4. Execute the following command to restart the pxc-node containers that have stopped:
kubectl apply -f /opt/matrix/app/install/metadata/UCENTER/portal/portal/common/k8s-resources/pxc-node{1/2/3}.yaml
5. Execute the kubectl logs -f command to obtain the database container startup log.
In cluster mode, if the log shows all pxc node start up at the end, the database cluster is repaired successfully.
PXC database in abnormal state
Symptom
· Symptom 1:
The services associated with the PXC database can connect to the database but cannot use the database. For example, a service might receive a response like WSREP has not yet prepared node for application use.
· Symptom 2:
The services associated with the PXC database can connect to the database but cannot use the database. The log might receive a response indicating that it timed out waiting for a lock to be unlocked and you can try to send the request again.
· Symptom 3:
The services associated with the PXC database can connect to the database but cannot use the database. No response is returned from the database.
Cause analysis
· Cause analysis for symptom 1:
This symptom might occur if a brain split occurs on the database cluster. Typically, the database cluster can recover to normal automatically. You can access the CLI of a master node to identify the state of the database cluster. If the database cluster has recovered to normal, the query result for the wsrep_local_state_comment, wsrep_ready, and wsrep_incoming_addresses fields are as shown in the following figure:
If the query result is different, the cluster has not recovered from the brain split. For example:
¡ The value for the wsrep_local_state_comment field might be Initialized or Joining: receiving State Transfer.

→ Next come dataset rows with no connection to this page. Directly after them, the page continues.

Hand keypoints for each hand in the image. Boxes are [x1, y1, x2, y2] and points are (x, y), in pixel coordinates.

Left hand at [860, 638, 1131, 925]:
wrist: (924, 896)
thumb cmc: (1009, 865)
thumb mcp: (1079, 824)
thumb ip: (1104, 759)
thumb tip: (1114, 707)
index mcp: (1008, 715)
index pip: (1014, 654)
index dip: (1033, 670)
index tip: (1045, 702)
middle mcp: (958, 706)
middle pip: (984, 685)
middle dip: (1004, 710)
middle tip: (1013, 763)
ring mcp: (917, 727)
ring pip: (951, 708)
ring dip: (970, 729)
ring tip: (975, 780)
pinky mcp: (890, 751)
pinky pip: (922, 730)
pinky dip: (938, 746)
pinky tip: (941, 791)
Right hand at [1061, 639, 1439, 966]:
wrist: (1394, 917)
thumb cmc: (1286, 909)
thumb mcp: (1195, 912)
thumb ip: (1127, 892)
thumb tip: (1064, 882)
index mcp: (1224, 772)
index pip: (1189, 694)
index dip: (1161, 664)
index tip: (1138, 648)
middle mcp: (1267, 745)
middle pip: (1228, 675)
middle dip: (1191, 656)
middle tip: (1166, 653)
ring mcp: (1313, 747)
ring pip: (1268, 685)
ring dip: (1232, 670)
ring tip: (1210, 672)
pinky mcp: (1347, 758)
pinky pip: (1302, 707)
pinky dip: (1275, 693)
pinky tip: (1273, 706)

¡ The value for the wsrep_ready field might be OFF, which indicates that the current container is not available.
¡ The wsrep_incoming_addresses field does not display IP addresses of all pxc-node containers, which indicates that not all the containers are in the same database cluster.
· Cause analysis for symptom 2:
This symptom might occur if the database has dead locks. The dead locks might be metadata locks or exclusive locks.

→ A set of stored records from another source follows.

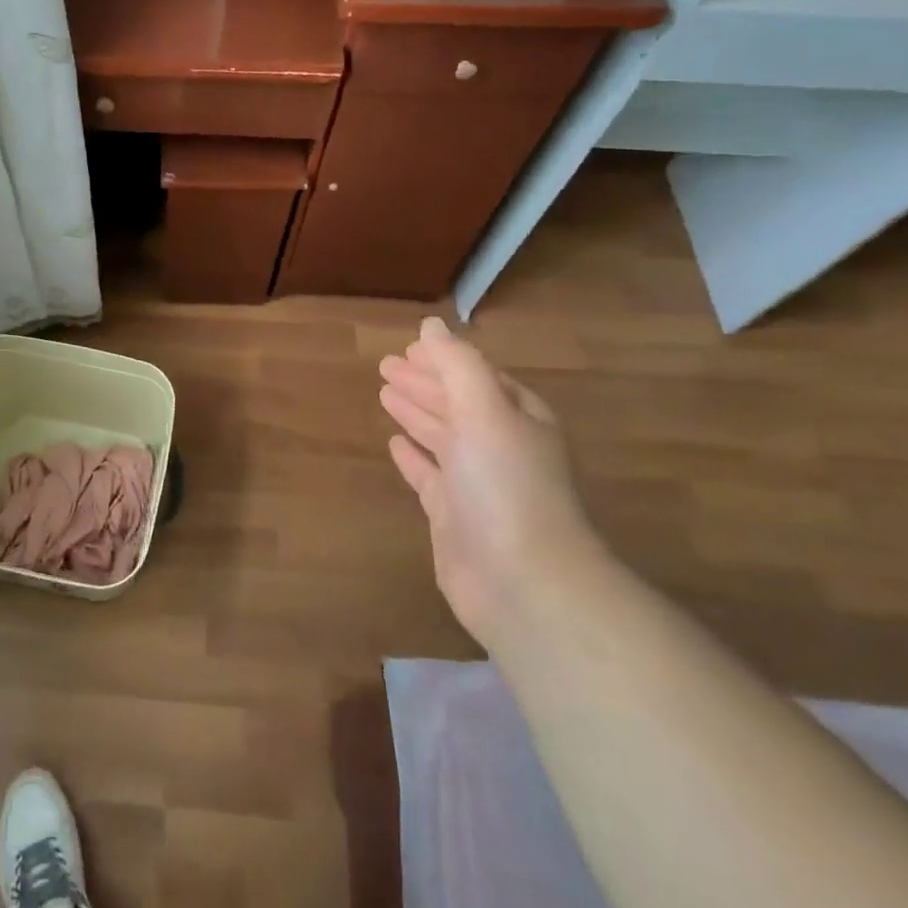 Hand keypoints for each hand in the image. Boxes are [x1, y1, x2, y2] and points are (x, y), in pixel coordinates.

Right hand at [379, 317, 600, 642]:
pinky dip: (412, 456)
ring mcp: (476, 484)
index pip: (479, 378)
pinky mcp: (453, 517)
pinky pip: (428, 475)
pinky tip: (393, 443)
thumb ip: (457, 364)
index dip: (446, 361)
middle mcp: (500, 447)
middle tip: (385, 365)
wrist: (523, 582)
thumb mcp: (484, 410)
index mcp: (517, 418)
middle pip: (457, 404)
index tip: (410, 347)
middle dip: (424, 383)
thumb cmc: (506, 484)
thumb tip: (432, 325)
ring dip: (415, 413)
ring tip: (384, 392)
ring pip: (441, 437)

· Cause analysis for symptom 3:
This symptom might occur if data synchronization across the database cluster failed.
Solution
1. Execute the following command to delete Pods in the database cluster:
kubectl get pod -n service-software -o wide | grep pxc-node | awk '{print $1}' | xargs kubectl -n service-software delete pod
2. Execute the kubectl logs -f command to obtain the database container startup log.
¡ In cluster mode, if the log shows all pxc node start up at the end, the database cluster is repaired successfully.

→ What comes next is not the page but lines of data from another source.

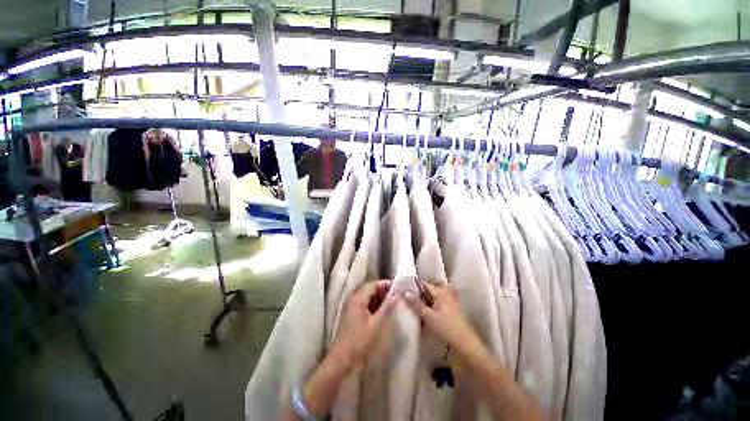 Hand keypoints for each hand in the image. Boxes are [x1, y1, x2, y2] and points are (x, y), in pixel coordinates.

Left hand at [333, 280, 399, 369]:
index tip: (397, 288)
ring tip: (392, 304)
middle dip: (383, 291)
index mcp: (358, 298)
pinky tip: (382, 311)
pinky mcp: (353, 313)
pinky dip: (374, 304)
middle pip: (370, 288)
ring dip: (379, 298)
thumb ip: (387, 307)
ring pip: (368, 296)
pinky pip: (365, 303)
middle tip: (396, 297)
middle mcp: (354, 298)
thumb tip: (396, 294)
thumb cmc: (360, 341)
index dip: (385, 284)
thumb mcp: (376, 324)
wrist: (343, 359)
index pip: (373, 284)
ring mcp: (352, 306)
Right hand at [404, 282, 480, 358]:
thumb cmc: (445, 328)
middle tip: (409, 301)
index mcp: (441, 290)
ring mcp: (450, 299)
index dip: (413, 287)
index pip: (423, 283)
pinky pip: (438, 302)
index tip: (403, 291)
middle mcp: (446, 291)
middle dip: (419, 295)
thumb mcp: (427, 316)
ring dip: (424, 301)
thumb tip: (405, 292)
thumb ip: (415, 303)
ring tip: (416, 309)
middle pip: (428, 289)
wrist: (464, 344)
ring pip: (432, 296)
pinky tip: (426, 315)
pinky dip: (431, 306)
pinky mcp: (452, 307) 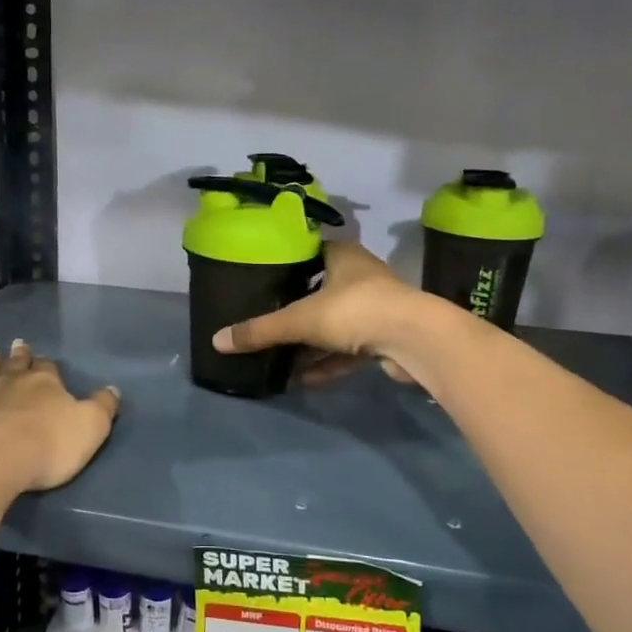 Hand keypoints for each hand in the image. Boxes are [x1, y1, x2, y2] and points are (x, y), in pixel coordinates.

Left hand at [0, 339, 120, 491]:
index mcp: (45, 382)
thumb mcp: (91, 427)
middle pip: (16, 363)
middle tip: (16, 343)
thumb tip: (113, 389)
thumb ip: (103, 406)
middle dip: (18, 354)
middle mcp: (12, 380)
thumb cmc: (48, 445)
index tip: (43, 359)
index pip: (48, 368)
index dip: (46, 364)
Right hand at [211, 241, 432, 382]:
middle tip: (266, 320)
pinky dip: (327, 362)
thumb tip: (216, 341)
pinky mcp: (385, 338)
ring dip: (310, 342)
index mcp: (342, 256)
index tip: (263, 278)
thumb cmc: (355, 310)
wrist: (415, 340)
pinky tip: (303, 379)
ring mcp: (375, 308)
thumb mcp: (300, 319)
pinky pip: (348, 350)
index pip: (310, 251)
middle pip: (321, 290)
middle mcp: (360, 276)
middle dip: (295, 308)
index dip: (287, 263)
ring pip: (335, 324)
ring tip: (279, 357)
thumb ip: (260, 331) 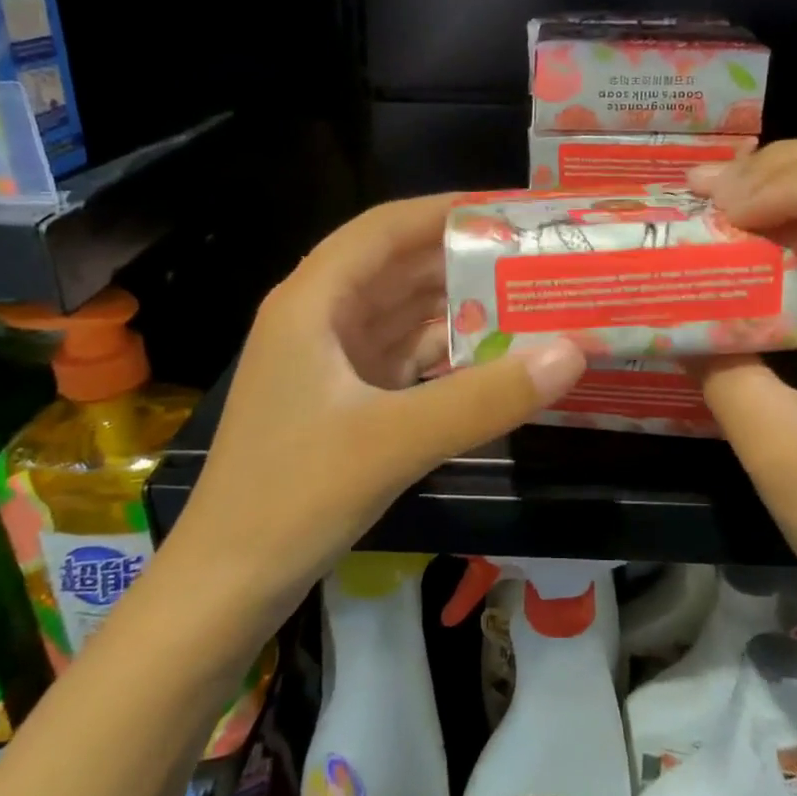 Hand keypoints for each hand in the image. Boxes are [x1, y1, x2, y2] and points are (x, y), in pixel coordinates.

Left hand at [171, 194, 586, 604]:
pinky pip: (403, 358)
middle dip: (464, 261)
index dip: (447, 210)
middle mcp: (318, 318)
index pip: (386, 228)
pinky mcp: (341, 400)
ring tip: (529, 301)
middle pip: (399, 268)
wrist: (224, 587)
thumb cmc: (292, 498)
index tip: (512, 208)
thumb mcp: (394, 441)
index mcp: (313, 301)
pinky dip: (445, 354)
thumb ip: (485, 397)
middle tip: (537, 257)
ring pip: (403, 315)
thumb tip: (572, 352)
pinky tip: (493, 359)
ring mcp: (328, 361)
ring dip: (458, 309) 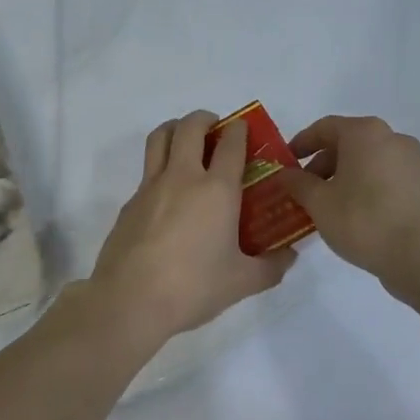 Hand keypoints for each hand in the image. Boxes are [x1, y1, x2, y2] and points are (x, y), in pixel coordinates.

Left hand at [88, 110, 297, 345]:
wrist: (129, 300)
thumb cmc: (193, 287)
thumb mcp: (242, 282)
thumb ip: (271, 267)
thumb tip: (290, 256)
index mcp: (216, 190)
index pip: (231, 144)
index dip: (240, 130)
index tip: (244, 129)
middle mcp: (182, 177)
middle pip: (189, 127)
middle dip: (205, 119)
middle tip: (216, 129)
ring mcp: (150, 187)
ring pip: (159, 138)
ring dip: (175, 129)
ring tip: (186, 140)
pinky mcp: (129, 203)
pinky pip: (146, 171)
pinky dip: (159, 167)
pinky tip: (168, 195)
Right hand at [278, 115, 419, 293]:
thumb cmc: (362, 219)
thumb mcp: (318, 202)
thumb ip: (297, 183)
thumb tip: (285, 174)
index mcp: (365, 132)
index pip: (324, 128)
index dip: (300, 143)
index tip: (285, 163)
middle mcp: (391, 138)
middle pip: (346, 142)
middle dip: (320, 164)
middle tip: (302, 188)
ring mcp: (410, 161)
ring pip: (365, 160)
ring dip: (341, 176)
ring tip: (323, 204)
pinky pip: (382, 175)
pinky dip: (362, 185)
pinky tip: (349, 211)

¡ In standalone mode, if the log shows mysql state is Synced, the database is repaired successfully.
Loss of all contents of PXC database startup file grastate.dat
Symptom
In standalone mode, the PXC database fails to start up after the server shuts down unexpectedly and then restarts. As the result, pods dependent on the PXC database fail to start. The issue persists after the PXC database pod is restarted.
· View the grastate.dat file of the PXC database in the CLI of the node. It is found that the file is empty and the file content is lost.
· The database cannot be connected.
· The pods that use the database service are abnormal.
· The following error messages are displayed for the PXC Pod:
Solution
1. Execute the following command to stop container pxc-node1 that failed to start up.
kubectl delete -f /opt/matrix/app/install/metadata/UCENTER/portal/portal/common/k8s-resources/pxc-node1.yaml
2. Execute the vim grastate.dat command, add the following contents to the file, and then save the file.
# GALERA saved state
version: 2.1
uuid: 2013b697-a063-11ed-b00e-d340082886cf
seqno: -1
safe_to_bootstrap: 1
Figure 7 Viewing the grastate.dat file content
3. Execute the following command to restart the stopped container pxc-node1.
kubectl apply -f /opt/matrix/app/install/metadata/UCENTER/portal/portal/common/k8s-resources/pxc-node1.yaml
4. Execute the kubectl logs -f command to view the startup logs of the database container. The database has been repaired if a message "mysql state is Synced message" is printed.
5. Verify correct connectivity of the database.